Task description:
Filter the entries for the word "Froudist". Copy each line in which it occurs.

Data:
####
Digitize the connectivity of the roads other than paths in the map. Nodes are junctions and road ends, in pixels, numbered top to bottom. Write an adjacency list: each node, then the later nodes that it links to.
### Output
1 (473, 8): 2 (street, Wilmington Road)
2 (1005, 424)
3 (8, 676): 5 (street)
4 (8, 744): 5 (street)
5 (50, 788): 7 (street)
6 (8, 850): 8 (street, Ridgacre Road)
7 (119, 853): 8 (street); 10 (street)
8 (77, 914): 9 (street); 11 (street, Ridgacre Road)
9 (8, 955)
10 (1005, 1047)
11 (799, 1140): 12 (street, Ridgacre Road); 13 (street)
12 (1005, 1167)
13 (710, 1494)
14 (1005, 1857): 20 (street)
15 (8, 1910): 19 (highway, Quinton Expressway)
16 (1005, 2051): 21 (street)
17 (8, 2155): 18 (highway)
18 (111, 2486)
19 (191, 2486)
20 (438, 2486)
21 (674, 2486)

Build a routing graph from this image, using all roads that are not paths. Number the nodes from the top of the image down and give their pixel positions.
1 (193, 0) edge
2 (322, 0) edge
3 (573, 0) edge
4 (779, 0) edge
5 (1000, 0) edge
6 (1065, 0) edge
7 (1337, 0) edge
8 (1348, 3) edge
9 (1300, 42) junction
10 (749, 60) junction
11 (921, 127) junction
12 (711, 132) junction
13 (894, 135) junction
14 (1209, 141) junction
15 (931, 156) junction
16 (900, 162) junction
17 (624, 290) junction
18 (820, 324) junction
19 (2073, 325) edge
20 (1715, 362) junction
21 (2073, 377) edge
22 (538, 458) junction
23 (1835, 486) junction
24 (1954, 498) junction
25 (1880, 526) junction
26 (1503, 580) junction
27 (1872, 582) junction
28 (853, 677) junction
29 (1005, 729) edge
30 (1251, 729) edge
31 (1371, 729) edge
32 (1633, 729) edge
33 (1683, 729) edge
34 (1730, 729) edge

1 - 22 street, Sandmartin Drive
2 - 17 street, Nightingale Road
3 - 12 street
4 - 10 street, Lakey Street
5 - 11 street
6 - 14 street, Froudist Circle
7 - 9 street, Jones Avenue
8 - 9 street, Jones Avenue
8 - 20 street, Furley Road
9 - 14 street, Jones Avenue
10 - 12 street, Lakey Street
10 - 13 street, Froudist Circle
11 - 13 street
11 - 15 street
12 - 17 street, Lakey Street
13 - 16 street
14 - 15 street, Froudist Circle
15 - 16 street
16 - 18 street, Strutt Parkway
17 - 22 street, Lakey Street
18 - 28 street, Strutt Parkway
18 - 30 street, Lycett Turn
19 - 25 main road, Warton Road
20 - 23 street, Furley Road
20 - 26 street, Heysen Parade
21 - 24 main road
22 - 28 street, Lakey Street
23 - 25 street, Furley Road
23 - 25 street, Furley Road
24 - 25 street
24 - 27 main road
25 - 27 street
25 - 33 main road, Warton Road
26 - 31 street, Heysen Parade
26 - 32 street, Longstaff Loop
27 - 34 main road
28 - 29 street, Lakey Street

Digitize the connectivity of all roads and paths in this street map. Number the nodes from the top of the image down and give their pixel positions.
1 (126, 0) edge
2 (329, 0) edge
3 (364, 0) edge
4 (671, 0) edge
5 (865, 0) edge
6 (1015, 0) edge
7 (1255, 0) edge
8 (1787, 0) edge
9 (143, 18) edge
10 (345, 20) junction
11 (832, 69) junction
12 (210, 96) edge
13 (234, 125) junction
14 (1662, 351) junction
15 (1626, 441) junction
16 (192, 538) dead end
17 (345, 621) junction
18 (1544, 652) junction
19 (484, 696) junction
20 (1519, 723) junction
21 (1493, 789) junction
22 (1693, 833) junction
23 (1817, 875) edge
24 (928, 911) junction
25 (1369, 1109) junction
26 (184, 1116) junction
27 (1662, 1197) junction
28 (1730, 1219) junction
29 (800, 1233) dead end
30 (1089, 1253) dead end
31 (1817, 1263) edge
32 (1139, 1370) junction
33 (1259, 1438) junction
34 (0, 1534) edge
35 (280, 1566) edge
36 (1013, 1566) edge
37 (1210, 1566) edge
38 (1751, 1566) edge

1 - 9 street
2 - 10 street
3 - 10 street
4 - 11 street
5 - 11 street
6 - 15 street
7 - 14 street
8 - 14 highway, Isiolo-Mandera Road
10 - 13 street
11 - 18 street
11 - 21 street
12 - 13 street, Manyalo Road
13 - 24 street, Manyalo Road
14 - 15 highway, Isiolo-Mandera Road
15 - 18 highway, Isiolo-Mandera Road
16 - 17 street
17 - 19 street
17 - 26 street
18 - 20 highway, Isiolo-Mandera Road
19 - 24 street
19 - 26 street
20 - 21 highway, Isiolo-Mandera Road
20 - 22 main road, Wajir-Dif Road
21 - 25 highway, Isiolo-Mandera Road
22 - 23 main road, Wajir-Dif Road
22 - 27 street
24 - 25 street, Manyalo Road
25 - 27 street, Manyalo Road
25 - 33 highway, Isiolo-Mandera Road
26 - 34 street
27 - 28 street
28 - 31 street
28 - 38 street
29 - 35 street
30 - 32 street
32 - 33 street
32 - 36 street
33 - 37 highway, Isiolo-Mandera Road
####
Reply to the task:
6 - 14 street, Froudist Circle
10 - 13 street, Froudist Circle
14 - 15 street, Froudist Circle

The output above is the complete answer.